AIM OF THE TASK:
Go through the entries one line at a time, and gather every line that has the word "main".

--- PROVIDED RECORDS ---

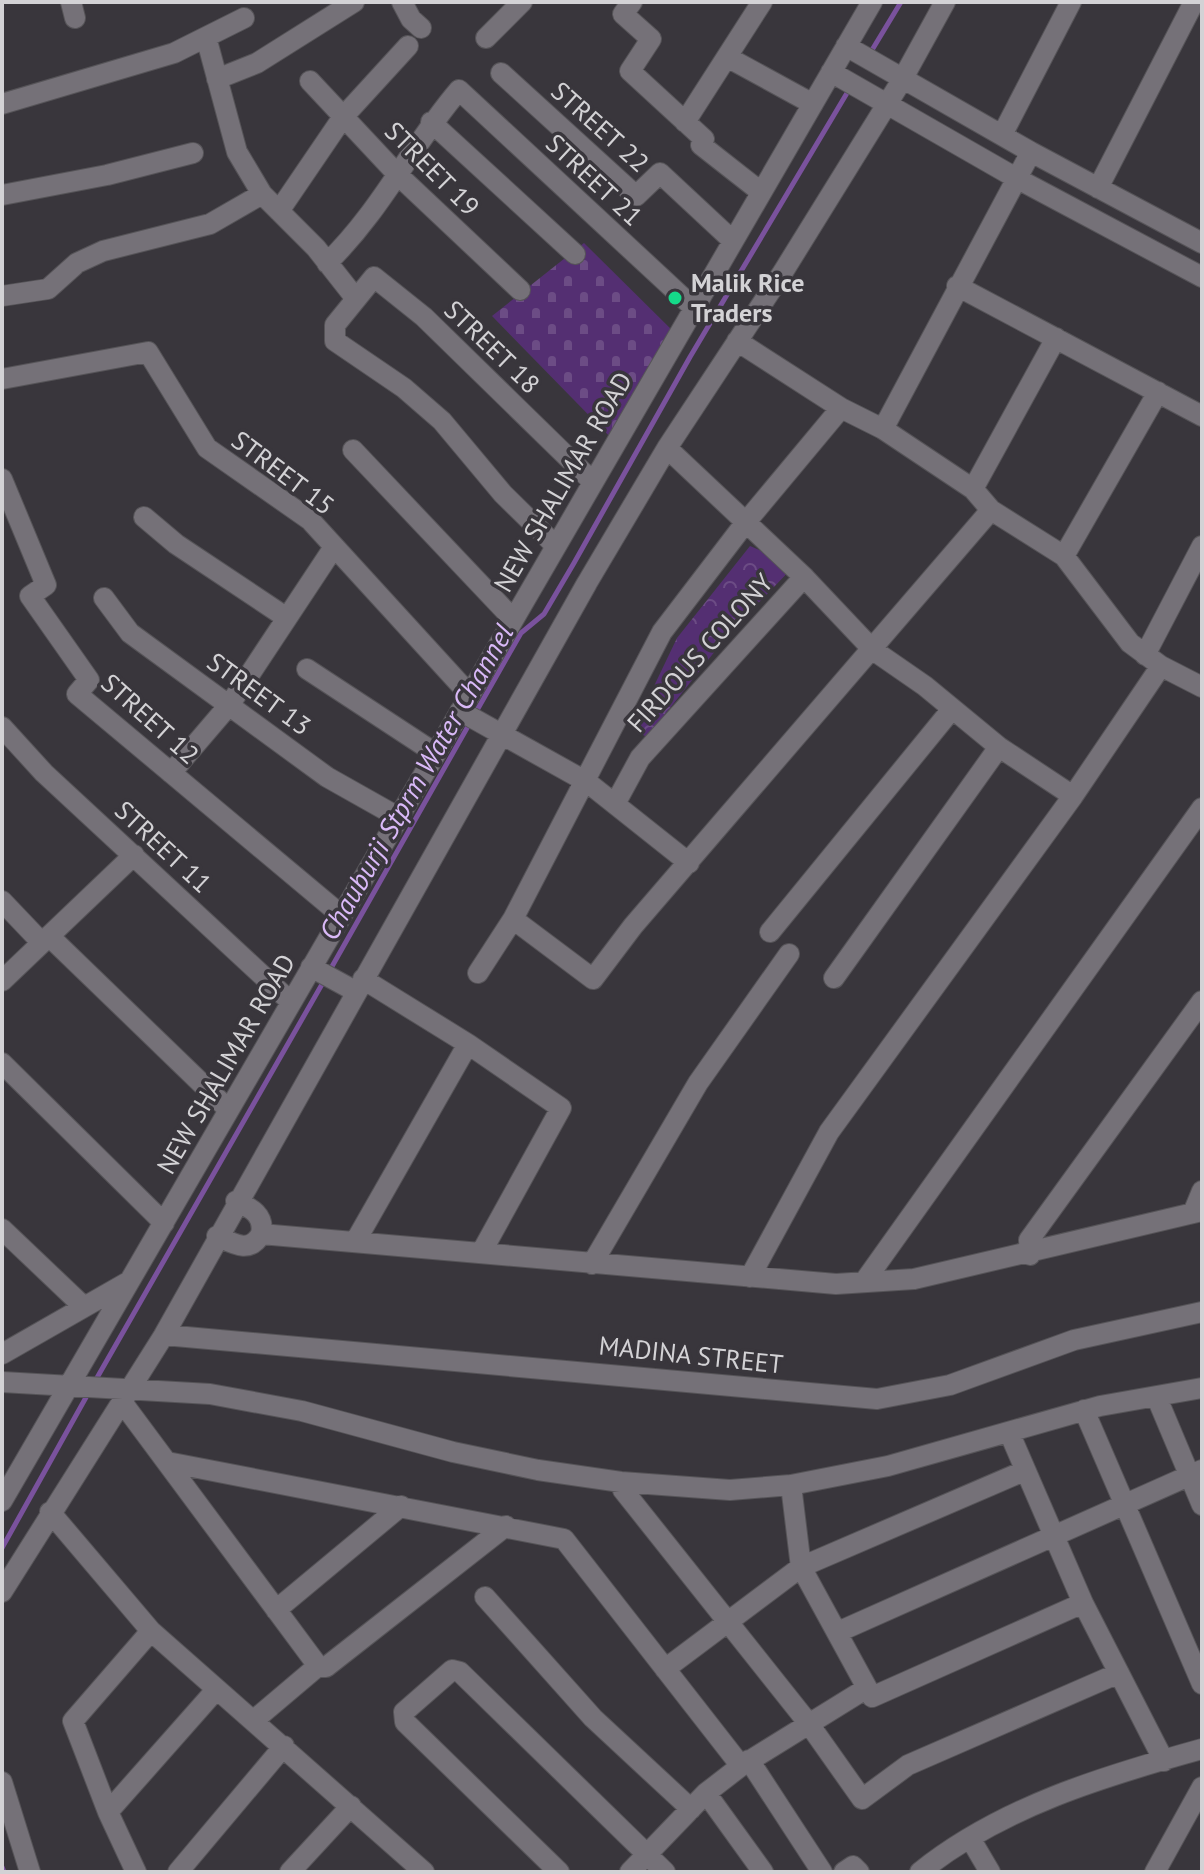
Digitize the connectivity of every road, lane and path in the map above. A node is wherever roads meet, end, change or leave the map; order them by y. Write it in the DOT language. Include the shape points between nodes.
graph roads {
  1 [pos="354,2"];
  2 [pos="402,2"];
  3 [pos="522,2"];
  4 [pos="762,2"];
  5 [pos="872,2"];
  6 [pos="945,2"];
  7 [pos="1071,2"];
  8 [pos="1194,2"];
  9 [pos="627,8"];
  10 [pos="244,18"];
  11 [pos="421,28"];
  12 [pos="206,37"];
  13 [pos="486,38"];
  14 [pos="408,46"];
  15 [pos="851,49"];
  16 [pos="727,57"];
  17 [pos="501,73"];
  18 [pos="834,74"];
  19 [pos="895,75"];
  20 [pos="217,79"];
  21 [pos="310,81"];
  22 [pos="878,99"];
  23 [pos="2,104"];
  24 [pos="813,104"];
  25 [pos="343,117"];
  26 [pos="431,122"];
  27 [pos="685,122"];
  28 [pos="1002,135"];
  29 [pos="1031,152"];
  30 [pos="193,153"];
  31 [pos="398,175"];
  32 [pos="1016,178"];
  33 [pos="1098,188"];
  34 [pos="761,192"];
  35 [pos="262,194"];
  36 [pos="2,195"];
  37 [pos="279,211"];
  38 [pos="733,241"];
  39 [pos="1201,241"];
  40 [pos="575,254"];
  41 [pos="327,263"];
  42 [pos="1202,277"];
  43 [pos="957,286"];
  44 [pos="520,290"];
  45 [pos="2,296"];
  46 [pos="353,300"];
  47 [pos="694,308"];
  48 [pos="1056,338"];
  49 [pos="737,341"];
  50 [pos="2,379"];
  51 [pos="1158,392"];
  52 [pos="841,408"];
  53 [pos="1202,416"];
  54 [pos="883,429"];
  55 [pos="667,448"];
  56 [pos="353,450"];
  57 [pos="2,479"];
  58 [pos="593,482"];
  59 [pos="973,489"];
  60 [pos="991,510"];
  61 [pos="144,517"];
  62 [pos="746,522"];
  63 [pos="556,546"];
  64 [pos="1202,546"];
  65 [pos="334,547"];
  66 [pos="1064,556"];
  67 [pos="804,577"];
  68 [pos="104,598"];
  69 [pos="287,618"];
  70 [pos="513,619"];
  71 [pos="873,650"];
  72 [pos="1153,661"];
  73 [pos="307,669"];
  74 [pos="1202,687"];
  75 [pos="230,704"];
  76 [pos="466,707"];
  77 [pos="952,709"];
  78 [pos="2,727"];
  79 [pos="499,733"];
  80 [pos="999,747"];
  81 [pos="435,753"];
  82 [pos="171,773"];
  83 [pos="587,782"];
  84 [pos="1073,796"];
  85 [pos="615,804"];
  86 [pos="1202,808"];
  87 [pos="398,817"];
  88 [pos="134,855"];
  89 [pos="689,863"];
  90 [pos="2,901"];
  91 [pos="341,915"];
  92 [pos="513,919"];
  93 [pos="770,932"];
  94 [pos="46,940"];
  95 [pos="789,954"];
  96 [pos="315,969"];
  97 [pos="478,973"];
  98 [pos="834,978"];
  99 [pos="2,981"];
  100 [pos="355,986"];
  101 [pos="1202,1001"];
  102 [pos="291,1002"];
  103 [pos="468,1044"];
  104 [pos="2,1063"];
  105 [pos="229,1110"];
  106 [pos="1202,1191"];
  107 [pos="236,1201"];
  108 [pos="1197,1212"];
  109 [pos="164,1223"];
  110 [pos="2,1229"];
  111 [pos="261,1234"];
  112 [pos="217,1236"];
  113 [pos="355,1242"];
  114 [pos="481,1253"];
  115 [pos="1030,1255"];
  116 [pos="592,1264"];
  117 [pos="750,1277"];
  118 [pos="132,1280"];
  119 [pos="864,1282"];
  120 [pos="84,1307"];
  121 [pos="1202,1312"];
  122 [pos="164,1335"];
  123 [pos="2,1354"];
  124 [pos="2,1382"];
  125 [pos="72,1388"];
  126 [pos="1202,1388"];
  127 [pos="122,1394"];
  128 [pos="1157,1398"];
  129 [pos="1084,1410"];
  130 [pos="1009,1432"];
  131 [pos="167,1462"];
  132 [pos="1024,1471"];
  133 [pos="1196,1472"];
  134 [pos="621,1482"];
  135 [pos="791,1485"];
  136 [pos="2,1501"];
  137 [pos="1122,1504"];
  138 [pos="1202,1505"];
  139 [pos="401,1506"];
  140 [pos="50,1512"];
  141 [pos="506,1526"];
  142 [pos="1053,1535"];
  143 [pos="801,1567"];
  144 [pos="2,1592"];
  145 [pos="485,1597"];
  146 [pos="1083,1603"];
  147 [pos="276,1610"];
  148 [pos="727,1623"];
  149 [pos="151,1631"];
  150 [pos="838,1632"];
  151 [pos="318,1666"];
  152 [pos="665,1669"];
  153 [pos="1119,1673"];
  154 [pos="1202,1684"];
  155 [pos="867,1688"];
  156 [pos="215,1691"];
  157 [pos="253,1721"];
  158 [pos="809,1724"];
  159 [pos="284,1746"];
  160 [pos="1202,1749"];
  161 [pos="1164,1761"];
  162 [pos="745,1763"];
  163 [pos="2,1782"];
  164 [pos="1202,1787"];
  165 [pos="706,1793"];
  166 [pos="351,1806"];
  167 [pos="691,1809"];
  168 [pos="108,1812"];
  169 [pos="970,1838"];
  170 [pos="647,1854"];
  171 [pos="421,1871"];
  172 [pos="30,1872"];
  173 [pos="136,1872"];
  174 [pos="178,1872"];
  175 [pos="290,1872"];
  176 [pos="559,1872"];
  177 [pos="630,1872"];
  178 [pos="665,1872"];
  179 [pos="763,1872"];
  180 [pos="822,1872"];
  181 [pos="844,1872"];
  182 [pos="859,1872"];
  183 [pos="920,1872"];
  184 [pos="990,1872"];
  185 [pos="1155,1872"];
  1 -- 20 [label="street" via="257,63"];
  2 -- 11 [label="street"];
  3 -- 13 [label="street"];
  4 -- 16 [label="street"];
  5 -- 15 [label="street, NEW SHALIMAR ROAD"];
  6 -- 19 [label="street"];
  7 -- 28 [label="street"];
  8 -- 33 [label="street"];
  9 -- 27 [label="street" via="651,39 630,71"];
  10 -- 12 [label="street"];
  12 -- 20 [label="street"];
  12 -- 23 [label="street" via="174,53"];
  14 -- 25 [label="street"];
  15 -- 18 [label="street, NEW SHALIMAR ROAD"];
  15 -- 19 [label="street"];
  16 -- 24 [label="street"];
  16 -- 27 [label="street"];
  17 -- 38 [label="street, STREET 22" via="636,196 660,173"];
  18 -- 22 [label="street"];
  18 -- 24 [label="street, NEW SHALIMAR ROAD"];
  19 -- 22 [label="street"];
  19 -- 28 [label="street"];
  20 -- 35 [label="street" via="237,152"];
  21 -- 25 [label="street, STREET 19"];
  22 -- 32 [label="street"];
  22 -- 49 [label="street"];
  24 -- 34 [label="street, NEW SHALIMAR ROAD"];
  25 -- 31 [label="street, STREET 19"];
  25 -- 37 [label="street"];
  26 -- 31 [label="street"];
  26 -- 40 [label="street"];
  26 -- 47 [label="street, STREET 21" via="459,90"];
  27 -- 34 [label="street" via="704,139 701,145"];
  28 -- 29 [label="street"];
  29 -- 32 [label="street"];
  29 -- 33 [label="street"];
  30 -- 36 [label="street"];
  31 -- 41 [label="street" via="361,230"];
  31 -- 44 [label="street, STREET 19"];
  32 -- 42 [label="street"];
  32 -- 43 [label="street"];
  33 -- 39 [label="street"];
  34 -- 38 [label="street, NEW SHALIMAR ROAD"];
  35 -- 37 [label="street"];
  35 -- 45 [label="street" via="210,224 103,251 77,263 48,289"];
  37 -- 41 [label="street"];
  38 -- 47 [label="street, NEW SHALIMAR ROAD"];
  41 -- 46 [label="street"];
  43 -- 48 [label="street"];
  43 -- 54 [label="street"];
  46 -- 58 [label="street, STREET 18" via="374,277 424,317"];
  46 -- 63 [label="street" via="335,325 335,341 442,421 503,494"];
  47 -- 58 [label="street, NEW SHALIMAR ROAD"];
  48 -- 51 [label="street"];
  48 -- 59 [label="street"];
  49 -- 52 [label="street"];
  49 -- 55 [label="street"];
  50 -- 65 [label="street, STREET 15" via="148,352 207,448 310,520"];
  51 -- 53 [label="street"];
  51 -- 66 [label="street"];
  52 -- 54 [label="street"];
  52 -- 62 [label="street"];
  54 -- 59 [label="street"];
  55 -- 62 [label="street, FIRDOUS COLONY"];
  55 -- 79 [label="street"];
  56 -- 70 [label="street"];
  57 -- 82 [label="street, STREET 12" via="46,585 30,596 89,680 77,694"];
  58 -- 63 [label="street, NEW SHALIMAR ROAD"];
  59 -- 60 [label="street"];
  60 -- 66 [label="street"];
  60 -- 71 [label="street"];
  61 -- 69 [label="street"];
  62 -- 67 [label="street, FIRDOUS COLONY"];
  62 -- 83 [label="street" via="662,632"];
  63 -- 70 [label="street, NEW SHALIMAR ROAD"];
  64 -- 72 [label="street"];
  65 -- 69 [label="street"];
  65 -- 76 [label="street, STREET 15"];
  66 -- 72 [label="street" via="1130,643"];
  67 -- 71 [label="street"];
  67 -- 85 [label="street, FIRDOUS COLONY" via="640,758"];
  68 -- 75 [label="street, STREET 13" via="130,633"];
  69 -- 75 [label="street"];
  70 -- 76 [label="street, NEW SHALIMAR ROAD"];
  71 -- 77 [label="street"];
  71 -- 89 [label="street"];
  72 -- 74 [label="street"];
  72 -- 84 [label="street"];
  73 -- 81 [label="street"];
  75 -- 82 [label="street"];
  75 -- 87 [label="street, STREET 13" via="327,777"];
  76 -- 79 [label="street, STREET 15"];
  76 -- 81 [label="street, NEW SHALIMAR ROAD"];
  77 -- 80 [label="street"];
  77 -- 93 [label="street"];
  78 -- 88 [label="street, STREET 11"];
  79 -- 83 [label="street"];
  79 -- 100 [label="street"];
  80 -- 84 [label="street"];
  80 -- 98 [label="street"];
  81 -- 87 [label="street, NEW SHALIMAR ROAD"];
  82 -- 91 [label="street, STREET 12"];
  83 -- 85 [label="street"];
  83 -- 92 [label="street"];
  84 -- 117 [label="street" via="829,1132"];
  85 -- 89 [label="street"];
  86 -- 119 [label="street"];
  87 -- 91 [label="street, NEW SHALIMAR ROAD"];
  88 -- 94 [label="street"];
  88 -- 102 [label="street, STREET 11"];
  89 -- 92 [label="street" via="593,979"];
  90 -- 94 [label="street"];
  91 -- 96 [label="street, NEW SHALIMAR ROAD"];
  92 -- 97 [label="street"];
  94 -- 99 [label="street"];
  94 -- 105 [label="street"];
  95 -- 116 [label="street" via="698,1083"];
  96 -- 100 [label="street"];
  96 -- 102 [label="street, NEW SHALIMAR ROAD"];
  100 -- 103 [label="street"];
  100 -- 107 [label="street"];
  101 -- 115 [label="street" via="1029,1240"];
  102 -- 105 [label="street, NEW SHALIMAR ROAD"];
  103 -- 113 [label="street"];
  103 -- 114 [label="street" via="561,1108"];
  104 -- 109 [label="street"];
  105 -- 109 [label="street, NEW SHALIMAR ROAD"];
  106 -- 108 [label="street"];
  107 -- 111 [label="street" via="257,1214"];
  107 -- 112 [label="street"];
  108 -- 115 [label="street"];
  109 -- 118 [label="street, NEW SHALIMAR ROAD"];
  110 -- 120 [label="street"];
  111 -- 112 [label="street" via="243,1247"];
  111 -- 113 [label="street"];
  112 -- 122 [label="street"];
  113 -- 114 [label="street"];
  114 -- 116 [label="street"];
  115 -- 119 [label="street" via="914,1279"];
  116 -- 117 [label="street"];
  117 -- 119 [label="street"];
  118 -- 120 [label="street"];
  118 -- 125 [label="street, NEW SHALIMAR ROAD"];
  120 -- 123 [label="street"];
  121 -- 122 [label="street, MADINA STREET" via="1074,1340 950,1385 877,1399"];
  122 -- 127 [label="street"];
  124 -- 125 [label="street"];
  125 -- 127 [label="street"];
  125 -- 136 [label="street, NEW SHALIMAR ROAD"];
  126 -- 128 [label="street"];
  127 -- 131 [label="street"];
  127 -- 134 [label="street" via="210,1394 302,1411 453,1452"];
  127 -- 140 [label="street"];
  128 -- 129 [label="street"];
  128 -- 133 [label="street"];
  129 -- 130 [label="street"];
  129 -- 137 [label="street"];
  130 -- 132 [label="street"];
  130 -- 135 [label="street" via="888,1466"];
  131 -- 139 [label="street"];
  131 -- 147 [label="street"];
  132 -- 142 [label="street"];
  132 -- 143 [label="street"];
  133 -- 137 [label="street"];
  133 -- 138 [label="street"];
  134 -- 135 [label="street" via="730,1490"];
  134 -- 148 [label="street"];
  135 -- 143 [label="street"];
  137 -- 142 [label="street"];
  137 -- 154 [label="street"];
  139 -- 141 [label="street"];
  139 -- 147 [label="street"];
  140 -- 144 [label="street"];
  140 -- 149 [label="street"];
  141 -- 151 [label="street" via="326,1667"];
  141 -- 152 [label="street" via="564,1539"];
  142 -- 146 [label="street"];
  142 -- 150 [label="street"];
  143 -- 148 [label="street"];
  143 -- 150 [label="street"];
  145 -- 167 [label="street" via="593,1718"];
  146 -- 153 [label="street"];
  146 -- 155 [label="street" via="875,1697"];
  147 -- 151 [label="street"];
  148 -- 152 [label="street"];
  148 -- 158 [label="street"];
  149 -- 156 [label="street"];
  149 -- 168 [label="street" via="73,1721"];
  150 -- 155 [label="street"];
  151 -- 157 [label="street"];
  152 -- 162 [label="street"];
  153 -- 158 [label="street" via="908,1765 864,1799"];
  153 -- 161 [label="street"];
  155 -- 158 [label="street"];
  156 -- 157 [label="street"];
  156 -- 168 [label="street"];
  157 -- 159 [label="street"];
  158 -- 162 [label="street"];
  159 -- 166 [label="street"];
  159 -- 174 [label="street"];
  160 -- 161 [label="street"];
  161 -- 169 [label="street" via="1045,1798"];
  162 -- 165 [label="street"];
  162 -- 180 [label="street"];
  163 -- 172 [label="street"];
  164 -- 185 [label="street"];
  165 -- 167 [label="street"];
  165 -- 179 [label="street"];
  166 -- 171 [label="street"];
  166 -- 175 [label="street"];
  167 -- 170 [label="street"];
  168 -- 173 [label="street"];
  169 -- 183 [label="street"];
  169 -- 184 [label="street"];
  170 -- 176 [label="street" via="460,1672 452,1670 404,1712 405,1722"];
  170 -- 177 [label="street"];
  170 -- 178 [label="street"];
  181 -- 182 [label="street" via="853,1866"];
}
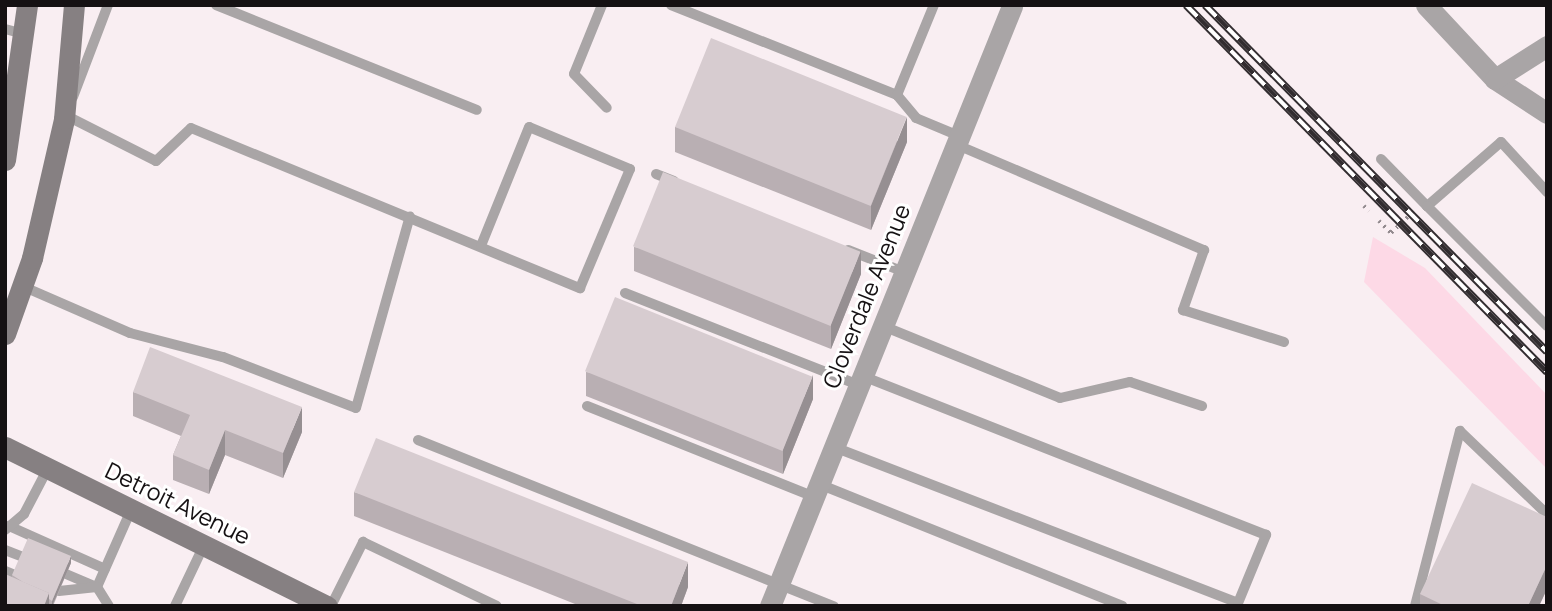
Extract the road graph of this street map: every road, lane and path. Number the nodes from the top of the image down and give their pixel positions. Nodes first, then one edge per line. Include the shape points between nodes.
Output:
1 (27, 5) edge
2 (74, 5) edge
3 (108, 5) edge
4 (216, 5) edge
5 (602, 5) edge
6 (671, 5) edge
7 (934, 5) edge
8 (1426, 5) edge
9 (1012, 6) edge
10 (15, 31) edge
11 (1547, 46) edge
12 (1495, 79) junction
13 (897, 95) junction
14 (607, 108) dead end
15 (477, 110) dead end
16 (1547, 113) edge
17 (10, 118) edge
18 (64, 119) junction
19 (957, 140) junction
20 (1381, 159) dead end
21 (5, 160) edge
22 (656, 173) dead end
23 (693, 188) edge
24 (1547, 192) edge
25 (1364, 206) dead end
26 (1427, 206) junction
27 (1415, 210) dead end
28 (1369, 211) dead end
29 (410, 216) junction
30 (1379, 221) dead end
31 (830, 243) edge
32 (481, 246) junction
33 (904, 272) junction
34 (22, 286) junction
35 (625, 293) dead end
36 (883, 326) junction
37 (1547, 326) edge
38 (5, 334) edge
39 (1284, 342) dead end
40 (861, 381) junction
41 (587, 406) dead end
42 (1202, 406) dead end
43 (418, 440) dead end
44 (5, 447) edge
45 (834, 447) junction
46 (48, 468) junction
47 (816, 491) junction
48 (131, 510) junction
49 (1547, 514) edge
50 (7, 528) edge
51 (204, 545) junction
52 (5, 550) edge
53 (23, 557) edge
54 (105, 569) junction
55 (66, 574) edge
56 (779, 584) junction
57 (97, 587) junction
58 (59, 591) edge
59 (109, 606) edge
60 (175, 606) edge
61 (329, 606) edge
62 (498, 606) edge
63 (770, 606) edge
64 (834, 606) edge
65 (1122, 606) edge
66 (1415, 606) edge

1 - 10 main road
2 - 18 main road
3 - 18 lane
4 - 15 lane
5 - 14 lane via 574,74
6 - 13 lane
7 - 13 lane
8 - 12 street
9 - 19 street, Cloverdale Avenue
10 - 17 main road
11 - 12 street
12 - 16 street
13 - 19 lane via 916,118
17 - 21 main road
18 - 29 lane via 156,161 191,128
18 - 34 main road
19 - 33 street, Cloverdale Avenue
19 - 39 lane via 1204,250 1182,310
20 - 26 lane
22 - 23 lane
24 - 26 lane via 1501,142
25 - 28 path
26 - 37 lane
27 - 30 path via 1391,233
29 - 32 lane
29 - 34 lane via 356,408 223,357 130,333
31 - 33 lane
32 - 32 lane via 529,127 629,169 580,288
33 - 36 street, Cloverdale Avenue
34 - 38 main road
35 - 40 lane
36 - 40 street, Cloverdale Avenue
36 - 42 lane via 1059,398 1129,382
40 - 45 street, Cloverdale Avenue
40 - 45 lane via 1266,535 1238,603
41 - 47 lane
43 - 56 lane
44 - 46 main road, Detroit Avenue
45 - 47 street, Cloverdale Avenue
46 - 48 main road, Detroit Avenue
46 - 50 lane via 24,514
47 - 56 street, Cloverdale Avenue
47 - 65 lane
48 - 51 main road, Detroit Avenue
48 - 54 lane
49 - 66 lane via 1460,431
50 - 54 lane
51 - 60 lane
51 - 61 main road, Detroit Avenue
52 - 53 lane
54 - 57 lane
55 - 57 lane
56 - 63 street, Cloverdale Avenue
56 - 64 lane
57 - 58 lane
57 - 59 lane
61 - 62 lane via 363,542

---

ANSWER AREA:
1 - 10 main road
2 - 18 main road
10 - 17 main road
17 - 21 main road
18 - 34 main road
34 - 38 main road
44 - 46 main road, Detroit Avenue
46 - 48 main road, Detroit Avenue
48 - 51 main road, Detroit Avenue
51 - 61 main road, Detroit Avenue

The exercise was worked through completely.